高齢になっても「行ったことがないあの場所に行ってみたい」「以前訪れたあの場所を再訪したい」など、まだまだ旅行を楽しみたいと考えている方も多いはずです。

年を重ねると若い頃と同じようにいかないことも増えますが、注意点を踏まえて行き先やプランを工夫すれば、高齢でも安心して旅を満喫できます。

「身体が動くうちに旅行を楽しみたい」と考えている高齢者の方、それに「高齢の親を旅行に連れて行って思い出作りをしたい」と考えている方に向けて、高齢者の旅行で気を付けるポイントや高齢者が旅行をするメリット、おすすめのスポットなどをご紹介します。

目次

<1. 高齢者の旅行で気を付けるべきポイント>

<2. 介護が必要な場合は?>

<3. 高齢者が旅行するメリット>

<4. 高齢者の旅行で楽しみやすいスポット例>

1. 高齢者の旅行で気を付けるべきポイント

高齢者
<出典:写真AC

高齢者の旅行は「安心・安全」が何よりも大切。旅先で体調を崩したり、ケガをしたりするリスクを極力減らすためにも、次のことに気を付けるといいでしょう。

体の具合をよく把握しておく

無理をして旅先で体調を崩してしまっては元も子もありません。旅行をする際は、熱がないか、身体にだるさや違和感がないかなど、事前に体調をチェックして、異変があれば旅行を中止・延期するなど、体調優先を心がけましょう。

息子さんや娘さんが高齢の親御さんを旅行に連れて行く場合、今現在の親御さんのコンディションや生活スタイルをしっかりと把握しておく必要があります。

特に、離れて暮らしていると、「日頃服用している薬はあるか」「どのくらいの距離なら歩くことができるのか」「どのくらい睡眠時間を取っているのか」など、最新の状況が把握しきれていないこともあるので、旅行の計画段階で確認しておくと安心です。

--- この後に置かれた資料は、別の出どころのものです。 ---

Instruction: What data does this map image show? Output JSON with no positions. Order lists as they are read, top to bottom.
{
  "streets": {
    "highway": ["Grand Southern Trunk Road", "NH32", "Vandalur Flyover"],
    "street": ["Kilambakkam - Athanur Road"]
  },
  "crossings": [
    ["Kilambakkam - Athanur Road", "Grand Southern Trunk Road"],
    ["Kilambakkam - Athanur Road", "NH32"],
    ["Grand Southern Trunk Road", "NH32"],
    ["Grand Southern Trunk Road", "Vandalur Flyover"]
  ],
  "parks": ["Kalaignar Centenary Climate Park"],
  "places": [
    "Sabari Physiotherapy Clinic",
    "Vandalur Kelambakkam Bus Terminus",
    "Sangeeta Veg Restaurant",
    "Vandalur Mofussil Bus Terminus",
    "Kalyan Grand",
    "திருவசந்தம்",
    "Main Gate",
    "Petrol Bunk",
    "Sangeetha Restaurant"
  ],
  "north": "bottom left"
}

往復の移動含め、時間に余裕を持ったスケジュールを組む

歩くのがゆっくりだったり、トイレ休憩を多めに取る必要があったりする高齢者の旅行は、時間に余裕を持ったスケジュールを組んでおくことが大切です。

ついせっかくの旅行だからと旅程を詰め込んでしまいがちですが、ゆとりのないスケジュールを組んでしまうと、旅程をこなしきれなかったり、焦って転んでケガをしてしまったりと、思わぬ事態になりかねません。

旅行を計画する際は、行きたい場所ややりたいことに優先順位を付けて、潔く絞り込むようにしましょう。優先順位がそれほど高くない場所は、当日時間と体力に余裕があれば行く程度に考えておいて、できるだけストレスのないようにしてください。

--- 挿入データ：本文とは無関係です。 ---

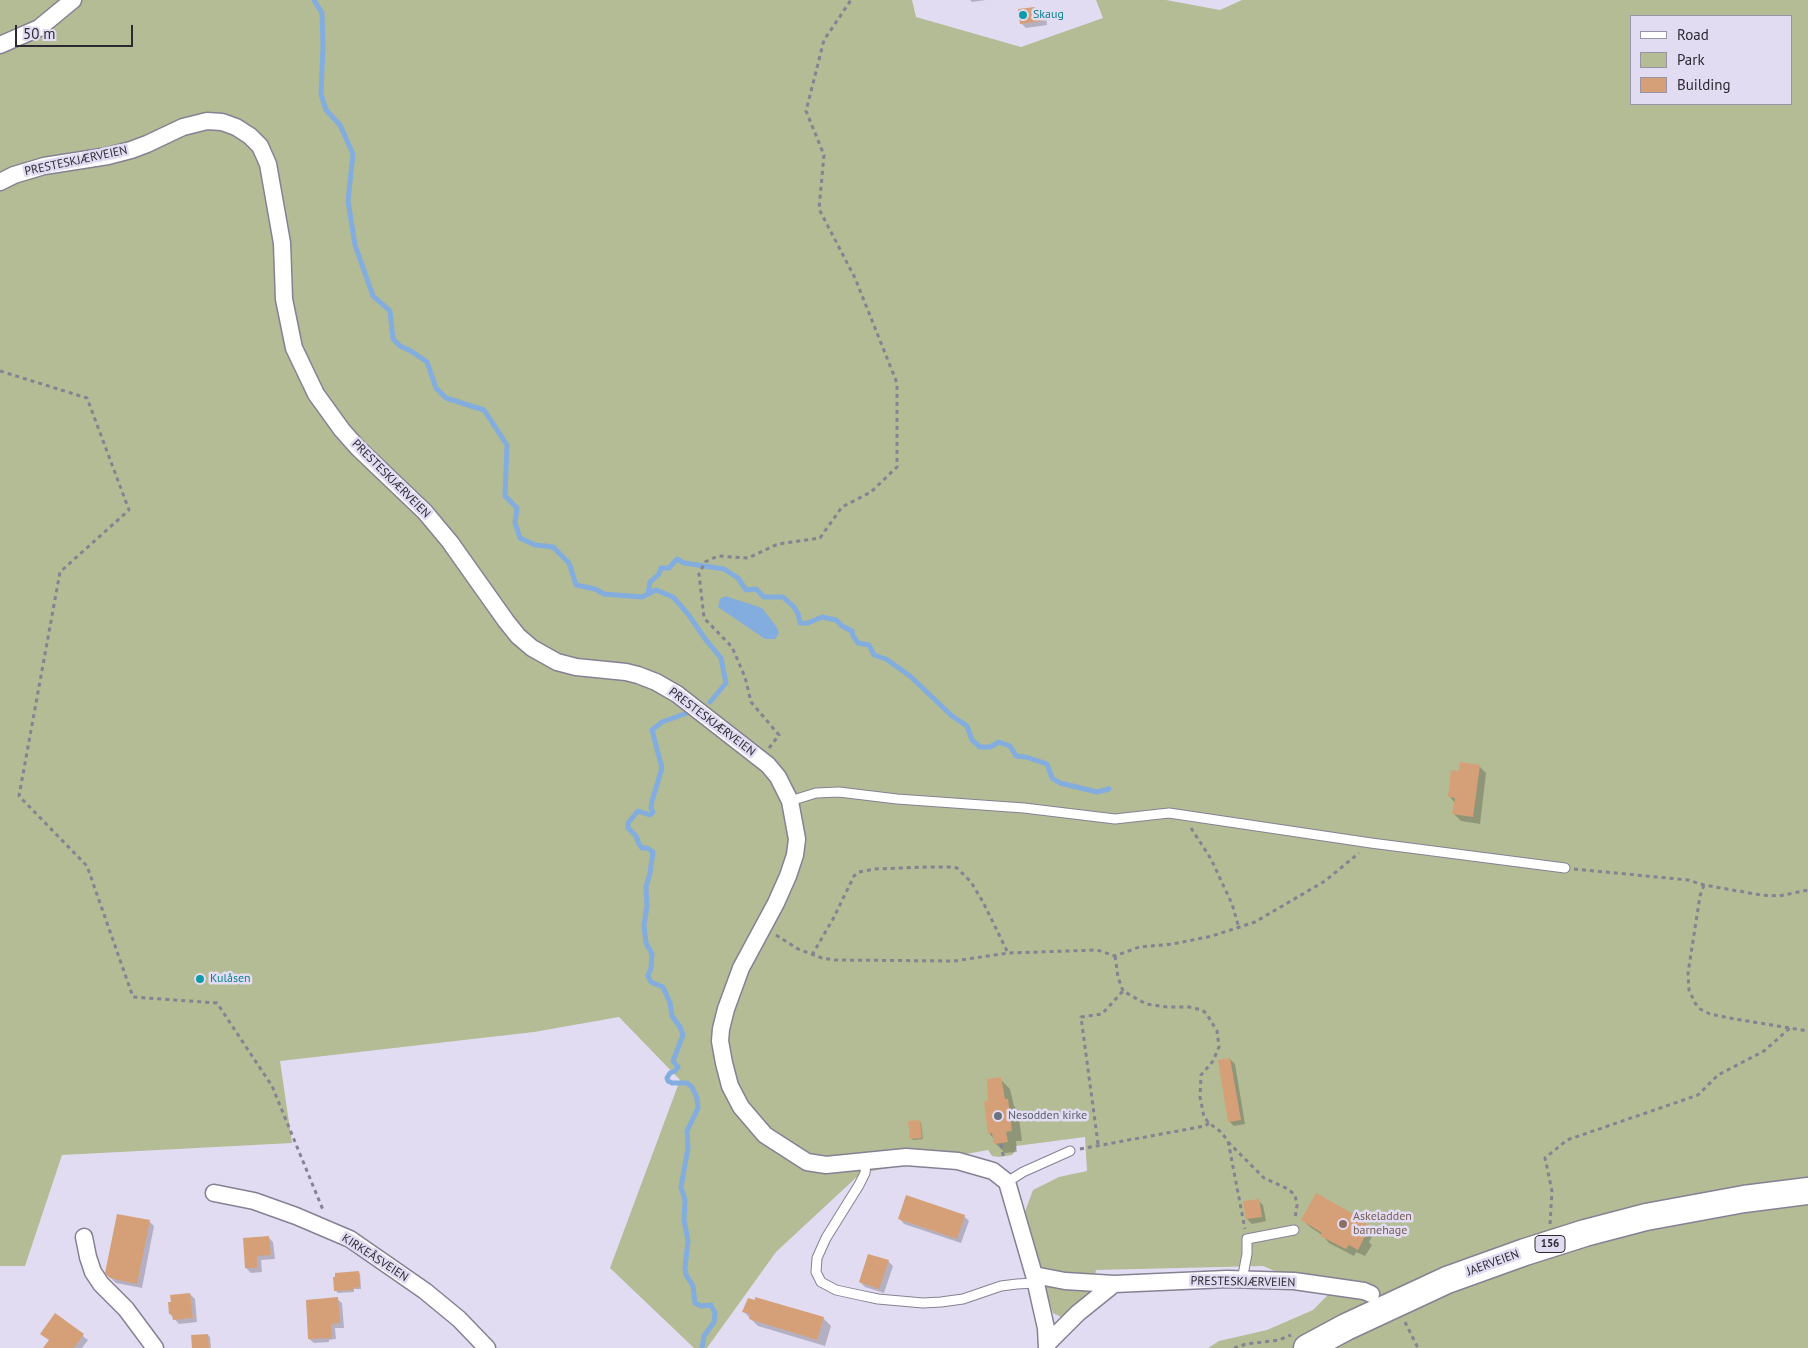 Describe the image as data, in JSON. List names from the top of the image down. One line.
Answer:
{"streets":{"main road":["156","JAERVEIEN"],"street":["PRESTESKJÆRVEIEN","KIRKEÅSVEIEN"]},"places":["Skaug","Kulåsen","Nesodden kirke","Askeladden barnehage"],"legend":["Road","Park","Building"],"scale_bar":"50 m"}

また、公共交通機関を利用する場合は、早めに乗り場に到着しておくことはもちろん、途中で乗り換えがある場合は、トイレ休憩を取っても間に合うくらいの余裕を見ておくといいでしょう。

なるべく歩かなくて済むルートを選ぶ

旅行と聞くと、徒歩での移動が心配になる方も多いのではないでしょうか。旅行中は荷物を持って移動する場面もあるので、歩く距離が長くならないように注意したいものです。

「公共交通機関を利用する場合は、駅やバス停から近い宿や送迎サービスのある宿を選ぶ」「車を利用する場合は、駐車場からエントランスまでの距離が近い観光スポットを選ぶ」など、プランニングの時点でなるべく歩かなくて済む方法を考えるといいでしょう。

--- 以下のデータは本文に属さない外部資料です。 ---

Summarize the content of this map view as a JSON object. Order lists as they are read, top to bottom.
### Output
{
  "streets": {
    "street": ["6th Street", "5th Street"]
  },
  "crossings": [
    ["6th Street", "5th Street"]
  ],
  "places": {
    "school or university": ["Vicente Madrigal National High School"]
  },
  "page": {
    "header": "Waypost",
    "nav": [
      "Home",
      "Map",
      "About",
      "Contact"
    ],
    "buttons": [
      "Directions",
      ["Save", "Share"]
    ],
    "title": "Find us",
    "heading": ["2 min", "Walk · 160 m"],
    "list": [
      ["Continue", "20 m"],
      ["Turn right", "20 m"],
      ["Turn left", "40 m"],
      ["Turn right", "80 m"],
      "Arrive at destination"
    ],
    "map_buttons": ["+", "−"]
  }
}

旅行を計画する際は、行きたい観光スポットがどんなところなのか、写真や動画で現地の様子を見ておくと安心です。神社仏閣は高齢者にも人気の目的地ですが、境内での歩行距離が思いのほか長かったり、足元の悪い砂利道だったり、長い階段があったりと、若者でも音を上げてしまうような場所もあります。足腰に自信がない場合は、観光よりも宿を満喫する滞在型の旅にするのもいいですね。

当日のルートは無理せず柔軟に変更する

途中で疲れてしまったり、何度もトイレ休憩を挟んでいたら思いのほか移動に時間がかかったりと、高齢者の旅行は計画通りにいかないことも珍しくありません。

そんなときは当初のスケジュールにこだわらず、状況に合わせて柔軟にルートやプランを変更しましょう。無理にもとの旅程をこなそうとすると、疲労やストレスでかえって旅が楽しめなくなります。

「疲れてしまったときは宿をゆっくり満喫するプランに変更する」「本来の目的地に行く時間がなくなってしまったときは、もっと近い場所や短時間で見られる場所に変更する」など、臨機応変に対応するようにしましょう。

バリアフリーの宿泊施設を選ぶ

車イスや杖を利用している方、足腰が不自由な方はもちろんのこと、そうでなくても高齢の方が旅行をする際は、バリアフリーの宿泊施設を選ぶのが賢明です。

普段過ごしている自宅なら、段差などの要注意箇所がわかっていますが、勝手の違う宿泊施設ではそうはいきません。慣れない環境では、元気な方でもちょっとした段差につまずいてしまうこともあるため、積極的にバリアフリーの宿を利用するといいでしょう。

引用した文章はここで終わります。